━━━━━ Records shown

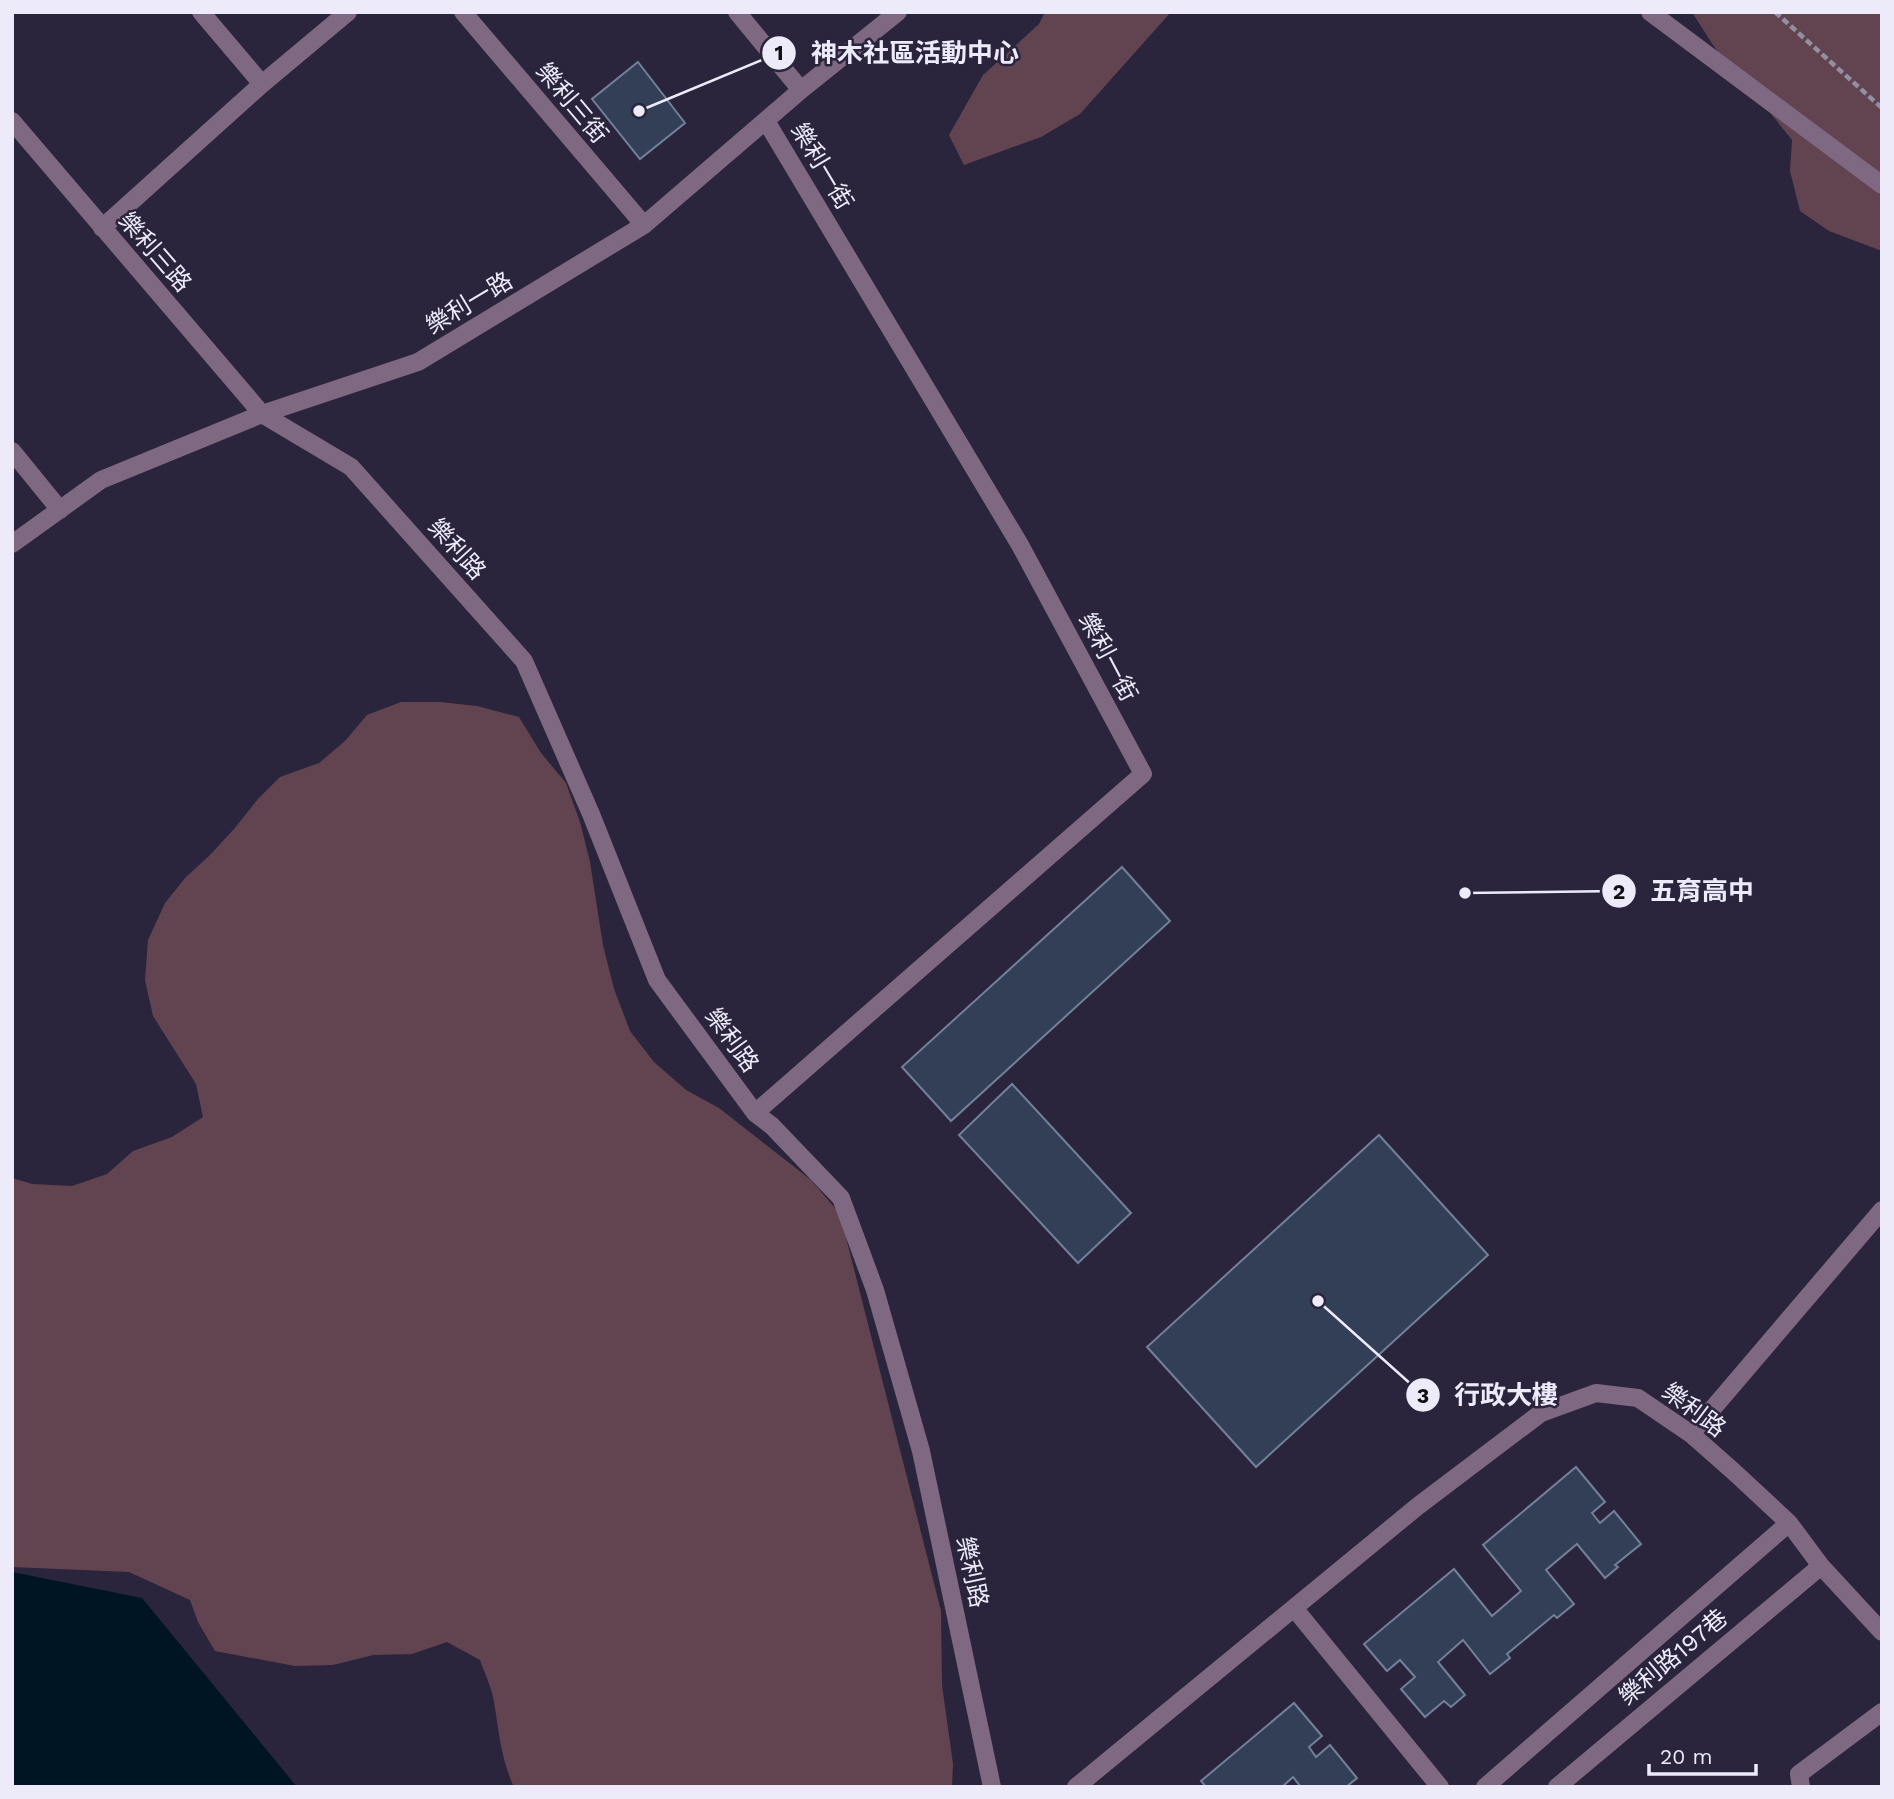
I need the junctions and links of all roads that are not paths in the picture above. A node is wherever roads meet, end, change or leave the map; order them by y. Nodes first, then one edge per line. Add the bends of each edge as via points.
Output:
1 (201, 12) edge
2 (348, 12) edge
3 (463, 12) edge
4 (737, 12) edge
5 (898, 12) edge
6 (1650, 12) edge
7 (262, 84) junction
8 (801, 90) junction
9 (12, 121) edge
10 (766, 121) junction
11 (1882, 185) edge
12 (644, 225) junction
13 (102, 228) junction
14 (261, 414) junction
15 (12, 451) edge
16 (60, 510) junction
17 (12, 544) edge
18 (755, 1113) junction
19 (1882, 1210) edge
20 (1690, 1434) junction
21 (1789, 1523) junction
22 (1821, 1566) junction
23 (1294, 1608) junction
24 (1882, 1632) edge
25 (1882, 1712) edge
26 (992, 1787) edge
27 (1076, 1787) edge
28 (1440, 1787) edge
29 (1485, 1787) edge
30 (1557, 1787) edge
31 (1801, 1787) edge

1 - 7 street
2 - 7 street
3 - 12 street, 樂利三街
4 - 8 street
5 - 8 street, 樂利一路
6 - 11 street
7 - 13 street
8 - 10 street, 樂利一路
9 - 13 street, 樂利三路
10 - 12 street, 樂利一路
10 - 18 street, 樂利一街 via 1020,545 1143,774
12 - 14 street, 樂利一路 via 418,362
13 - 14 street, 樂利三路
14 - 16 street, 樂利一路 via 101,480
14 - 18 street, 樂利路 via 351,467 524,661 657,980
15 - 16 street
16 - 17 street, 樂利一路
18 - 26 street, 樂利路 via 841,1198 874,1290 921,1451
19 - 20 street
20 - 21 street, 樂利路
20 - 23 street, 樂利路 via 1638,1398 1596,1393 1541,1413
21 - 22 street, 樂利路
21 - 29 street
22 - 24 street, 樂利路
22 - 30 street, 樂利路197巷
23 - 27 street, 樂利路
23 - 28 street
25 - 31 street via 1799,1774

━━━━━━━━━━
━━━━━ Records shown

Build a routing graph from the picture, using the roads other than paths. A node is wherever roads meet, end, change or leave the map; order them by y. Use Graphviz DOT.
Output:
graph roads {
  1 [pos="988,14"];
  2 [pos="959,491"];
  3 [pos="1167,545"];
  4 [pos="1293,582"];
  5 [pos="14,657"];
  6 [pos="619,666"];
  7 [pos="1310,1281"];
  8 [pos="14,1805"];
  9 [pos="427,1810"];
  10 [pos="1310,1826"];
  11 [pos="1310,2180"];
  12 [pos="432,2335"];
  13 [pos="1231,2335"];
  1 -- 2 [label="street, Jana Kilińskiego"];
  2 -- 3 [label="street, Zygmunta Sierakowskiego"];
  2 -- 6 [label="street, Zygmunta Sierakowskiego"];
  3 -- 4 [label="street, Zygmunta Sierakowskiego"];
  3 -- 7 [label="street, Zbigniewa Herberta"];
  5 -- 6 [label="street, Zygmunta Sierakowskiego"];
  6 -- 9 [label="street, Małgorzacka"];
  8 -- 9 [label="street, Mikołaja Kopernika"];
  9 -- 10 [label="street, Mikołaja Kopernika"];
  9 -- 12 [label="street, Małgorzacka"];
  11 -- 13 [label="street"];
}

━━━━━━━━━━
━━━━━ Records shown

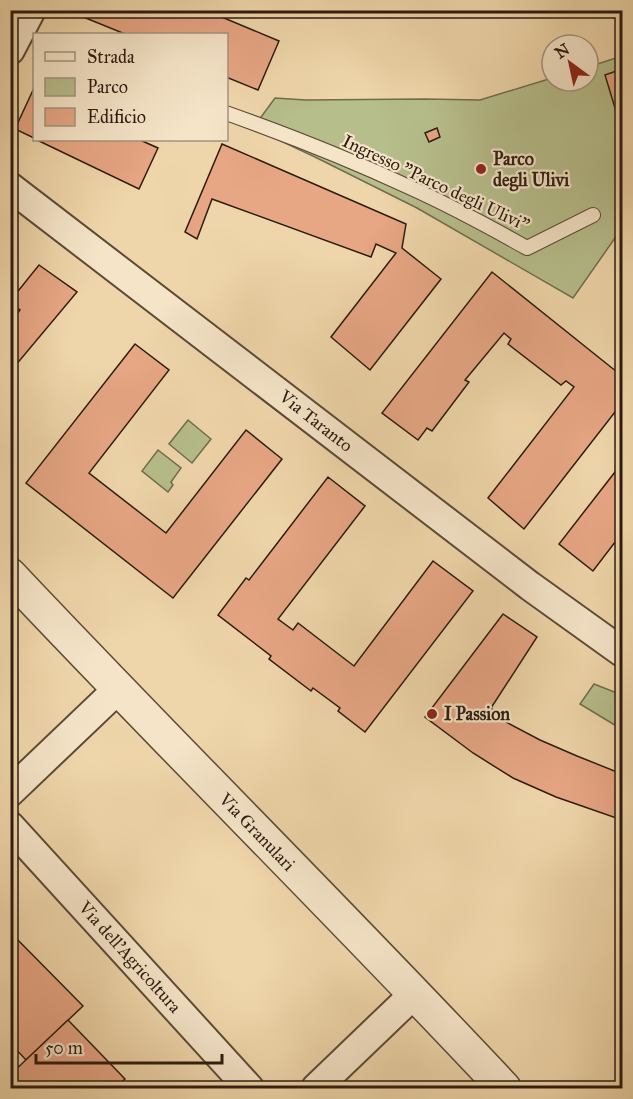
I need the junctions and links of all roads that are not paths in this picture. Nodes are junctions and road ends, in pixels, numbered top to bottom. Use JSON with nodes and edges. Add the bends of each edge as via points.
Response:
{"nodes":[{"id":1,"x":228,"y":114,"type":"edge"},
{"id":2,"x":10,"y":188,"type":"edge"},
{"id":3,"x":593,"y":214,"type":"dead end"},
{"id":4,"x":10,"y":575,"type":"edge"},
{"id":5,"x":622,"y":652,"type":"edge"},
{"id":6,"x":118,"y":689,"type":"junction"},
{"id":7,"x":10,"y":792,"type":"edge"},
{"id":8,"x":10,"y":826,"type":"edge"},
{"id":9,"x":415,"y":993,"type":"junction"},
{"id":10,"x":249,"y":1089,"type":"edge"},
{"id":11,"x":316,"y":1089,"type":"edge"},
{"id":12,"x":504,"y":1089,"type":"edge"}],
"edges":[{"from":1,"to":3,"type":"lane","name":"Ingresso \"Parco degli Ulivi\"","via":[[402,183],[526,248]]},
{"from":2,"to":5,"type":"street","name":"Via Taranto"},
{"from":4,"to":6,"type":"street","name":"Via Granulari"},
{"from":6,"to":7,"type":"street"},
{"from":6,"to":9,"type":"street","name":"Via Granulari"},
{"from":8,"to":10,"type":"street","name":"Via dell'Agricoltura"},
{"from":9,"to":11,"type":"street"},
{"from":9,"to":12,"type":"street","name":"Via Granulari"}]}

━━━━━━━━━━

__Task details__: What is the number of lines in the entries above that include the word "wherever"? Answer with that number alone.

__Task result__: 2